Automakers have only recently started to take advantage of 3D printing. It’s been interesting to see the wide variety 3D-printed parts being put into production. Mini now offers customizable trim and interior pieces. Michelin created an airless 3D-printed tire that looks a bit like an oversized sand dollar. The Koenigsegg Agera One:1 uses 3D-printed turbochargers. This week, Bugatti announced that it’s testing 3D-printed brake calipers on the new Chiron.
These eight-piston fixed calipers look wild, featuring an almost organic shape that ditches any unnecessary material in an effort to shave weight. Traditional calipers are limited in shape by the casting process. Aluminum must fill a mold, meaning there will always be some excess material. Using a 3D printer allows Bugatti to create the part layer by layer. While most calipers today are made from aluminum (including the ones currently on the Chiron), these new ones from Bugatti are crafted with titanium.
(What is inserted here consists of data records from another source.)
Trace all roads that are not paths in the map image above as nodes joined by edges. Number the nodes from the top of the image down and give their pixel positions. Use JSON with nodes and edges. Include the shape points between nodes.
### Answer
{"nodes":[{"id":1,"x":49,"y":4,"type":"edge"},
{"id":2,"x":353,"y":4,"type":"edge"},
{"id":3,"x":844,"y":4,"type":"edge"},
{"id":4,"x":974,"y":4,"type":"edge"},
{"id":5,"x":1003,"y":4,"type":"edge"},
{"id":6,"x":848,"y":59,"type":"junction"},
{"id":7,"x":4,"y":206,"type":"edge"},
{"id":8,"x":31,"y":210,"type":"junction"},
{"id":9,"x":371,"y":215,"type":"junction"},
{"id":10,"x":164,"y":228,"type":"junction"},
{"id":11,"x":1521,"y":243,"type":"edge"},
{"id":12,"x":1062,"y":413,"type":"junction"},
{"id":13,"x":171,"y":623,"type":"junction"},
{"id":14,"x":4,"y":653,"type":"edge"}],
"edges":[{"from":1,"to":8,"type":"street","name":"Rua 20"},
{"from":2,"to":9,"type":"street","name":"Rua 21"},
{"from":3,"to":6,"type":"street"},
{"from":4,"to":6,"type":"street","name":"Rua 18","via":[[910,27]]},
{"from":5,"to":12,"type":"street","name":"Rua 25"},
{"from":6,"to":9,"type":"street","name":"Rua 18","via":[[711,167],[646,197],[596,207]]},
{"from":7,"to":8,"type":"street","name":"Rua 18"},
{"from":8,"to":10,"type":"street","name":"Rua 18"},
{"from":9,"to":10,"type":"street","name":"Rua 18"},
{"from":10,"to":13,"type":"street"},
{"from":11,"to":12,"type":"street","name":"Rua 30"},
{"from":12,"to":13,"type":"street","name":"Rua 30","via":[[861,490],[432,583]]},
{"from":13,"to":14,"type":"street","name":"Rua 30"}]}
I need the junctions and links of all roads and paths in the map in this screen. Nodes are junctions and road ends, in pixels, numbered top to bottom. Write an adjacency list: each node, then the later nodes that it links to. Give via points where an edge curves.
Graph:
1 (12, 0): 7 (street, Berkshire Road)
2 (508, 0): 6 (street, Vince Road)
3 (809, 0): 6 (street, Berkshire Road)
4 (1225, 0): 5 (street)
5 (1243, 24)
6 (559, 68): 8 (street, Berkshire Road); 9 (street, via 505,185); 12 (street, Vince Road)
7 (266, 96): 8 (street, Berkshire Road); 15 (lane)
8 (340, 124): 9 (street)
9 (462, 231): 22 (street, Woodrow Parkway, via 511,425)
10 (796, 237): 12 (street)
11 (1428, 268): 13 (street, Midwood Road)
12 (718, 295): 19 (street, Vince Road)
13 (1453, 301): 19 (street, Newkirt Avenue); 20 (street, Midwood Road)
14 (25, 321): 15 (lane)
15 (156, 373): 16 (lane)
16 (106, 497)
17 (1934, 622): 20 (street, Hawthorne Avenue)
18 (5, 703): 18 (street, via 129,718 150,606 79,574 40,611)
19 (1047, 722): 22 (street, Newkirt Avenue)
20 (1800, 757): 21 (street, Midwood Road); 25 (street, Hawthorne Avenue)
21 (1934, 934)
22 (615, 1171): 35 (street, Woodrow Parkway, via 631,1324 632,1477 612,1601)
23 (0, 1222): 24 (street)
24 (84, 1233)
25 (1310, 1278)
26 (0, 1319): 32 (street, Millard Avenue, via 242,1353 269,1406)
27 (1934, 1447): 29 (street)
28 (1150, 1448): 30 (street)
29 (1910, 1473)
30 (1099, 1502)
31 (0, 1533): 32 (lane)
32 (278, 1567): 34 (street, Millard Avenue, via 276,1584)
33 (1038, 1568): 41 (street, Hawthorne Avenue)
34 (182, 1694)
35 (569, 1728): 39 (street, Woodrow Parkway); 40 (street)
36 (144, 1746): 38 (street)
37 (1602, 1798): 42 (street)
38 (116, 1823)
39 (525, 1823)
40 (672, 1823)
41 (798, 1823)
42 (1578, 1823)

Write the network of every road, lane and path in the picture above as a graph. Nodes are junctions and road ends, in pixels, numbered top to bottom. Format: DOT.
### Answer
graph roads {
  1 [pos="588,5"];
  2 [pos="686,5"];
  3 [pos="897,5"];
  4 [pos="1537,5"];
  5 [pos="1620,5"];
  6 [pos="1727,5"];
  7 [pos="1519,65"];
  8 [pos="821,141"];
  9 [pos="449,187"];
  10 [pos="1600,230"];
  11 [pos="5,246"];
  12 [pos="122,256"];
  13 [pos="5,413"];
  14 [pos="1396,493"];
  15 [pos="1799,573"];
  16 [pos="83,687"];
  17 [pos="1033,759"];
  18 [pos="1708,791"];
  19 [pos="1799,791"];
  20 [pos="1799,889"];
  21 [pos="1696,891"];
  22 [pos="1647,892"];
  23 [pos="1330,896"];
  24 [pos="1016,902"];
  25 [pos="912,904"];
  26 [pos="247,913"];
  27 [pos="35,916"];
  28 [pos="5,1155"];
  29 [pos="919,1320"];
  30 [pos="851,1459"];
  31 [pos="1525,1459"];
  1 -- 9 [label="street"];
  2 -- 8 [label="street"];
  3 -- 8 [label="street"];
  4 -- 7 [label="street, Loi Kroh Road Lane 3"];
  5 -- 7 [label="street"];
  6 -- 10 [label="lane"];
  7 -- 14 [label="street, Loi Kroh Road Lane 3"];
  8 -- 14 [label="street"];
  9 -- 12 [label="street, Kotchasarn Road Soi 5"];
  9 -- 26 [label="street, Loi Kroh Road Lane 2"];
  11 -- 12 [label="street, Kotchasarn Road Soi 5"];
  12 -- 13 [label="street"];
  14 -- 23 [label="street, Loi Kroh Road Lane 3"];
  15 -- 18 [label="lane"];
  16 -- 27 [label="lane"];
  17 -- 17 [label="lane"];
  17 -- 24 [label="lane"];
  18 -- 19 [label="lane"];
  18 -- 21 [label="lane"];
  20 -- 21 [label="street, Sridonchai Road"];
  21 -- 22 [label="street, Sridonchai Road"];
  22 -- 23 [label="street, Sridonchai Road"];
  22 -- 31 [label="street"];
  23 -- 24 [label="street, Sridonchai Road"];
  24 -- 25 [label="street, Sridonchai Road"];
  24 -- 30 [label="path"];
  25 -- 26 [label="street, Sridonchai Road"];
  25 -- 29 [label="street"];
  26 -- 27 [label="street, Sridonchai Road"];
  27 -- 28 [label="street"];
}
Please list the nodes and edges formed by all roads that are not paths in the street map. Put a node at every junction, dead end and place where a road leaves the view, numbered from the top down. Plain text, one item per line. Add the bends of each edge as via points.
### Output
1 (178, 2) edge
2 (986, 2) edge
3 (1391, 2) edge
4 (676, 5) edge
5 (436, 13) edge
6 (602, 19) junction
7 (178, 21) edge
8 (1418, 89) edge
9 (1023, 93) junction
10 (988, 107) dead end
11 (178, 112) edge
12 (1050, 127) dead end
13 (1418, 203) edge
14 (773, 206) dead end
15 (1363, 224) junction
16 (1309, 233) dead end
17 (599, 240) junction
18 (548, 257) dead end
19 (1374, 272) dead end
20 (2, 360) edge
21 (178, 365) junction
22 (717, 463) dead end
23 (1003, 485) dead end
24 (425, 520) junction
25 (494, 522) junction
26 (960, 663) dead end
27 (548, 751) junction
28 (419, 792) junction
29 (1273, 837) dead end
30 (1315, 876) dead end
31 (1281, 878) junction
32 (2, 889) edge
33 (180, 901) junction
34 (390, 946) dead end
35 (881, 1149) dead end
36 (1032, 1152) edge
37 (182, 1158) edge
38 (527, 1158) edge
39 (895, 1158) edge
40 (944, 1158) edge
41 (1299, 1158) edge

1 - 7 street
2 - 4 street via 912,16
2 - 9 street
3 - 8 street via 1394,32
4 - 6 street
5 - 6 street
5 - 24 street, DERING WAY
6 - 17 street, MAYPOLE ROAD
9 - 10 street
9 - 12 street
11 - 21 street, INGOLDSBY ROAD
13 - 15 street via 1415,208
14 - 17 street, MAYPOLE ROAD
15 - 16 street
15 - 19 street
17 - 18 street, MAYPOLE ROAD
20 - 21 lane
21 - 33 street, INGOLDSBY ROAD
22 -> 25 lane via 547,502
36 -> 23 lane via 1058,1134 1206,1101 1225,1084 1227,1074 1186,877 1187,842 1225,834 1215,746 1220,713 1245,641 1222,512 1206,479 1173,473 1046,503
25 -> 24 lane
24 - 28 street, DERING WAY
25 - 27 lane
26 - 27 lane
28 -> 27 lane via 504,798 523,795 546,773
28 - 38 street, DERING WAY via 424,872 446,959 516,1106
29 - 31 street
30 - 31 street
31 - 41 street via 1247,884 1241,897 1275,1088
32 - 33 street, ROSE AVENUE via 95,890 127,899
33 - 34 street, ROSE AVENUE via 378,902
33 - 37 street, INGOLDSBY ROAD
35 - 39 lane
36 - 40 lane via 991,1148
The automaker says these calipers are the largest functional component made of 3D-printed titanium. The shape maximizes stiffness and reduces unsprung weight at the car’s corners. Bugatti says this particular titanium alloy is used in the aerospace industry on parts like airplane wings and rocket engines. The new calipers weigh 6.4 pounds each, significantly less than the 10.8 pounds of the outgoing model. Tensile strength is up, too, meaning the parts are both lighter and stronger than before.
The main drawback of the new part is the extremely long production time. It takes 45 hours to print each individual caliper. That’s not really too much of an issue with a limited-production model like the Chiron. The first trials will begin early this year, and Bugatti hopes to reduce the production time as testing goes forward. Still, don’t expect to see 3D-printed titanium calipers on a Toyota Camry anytime soon.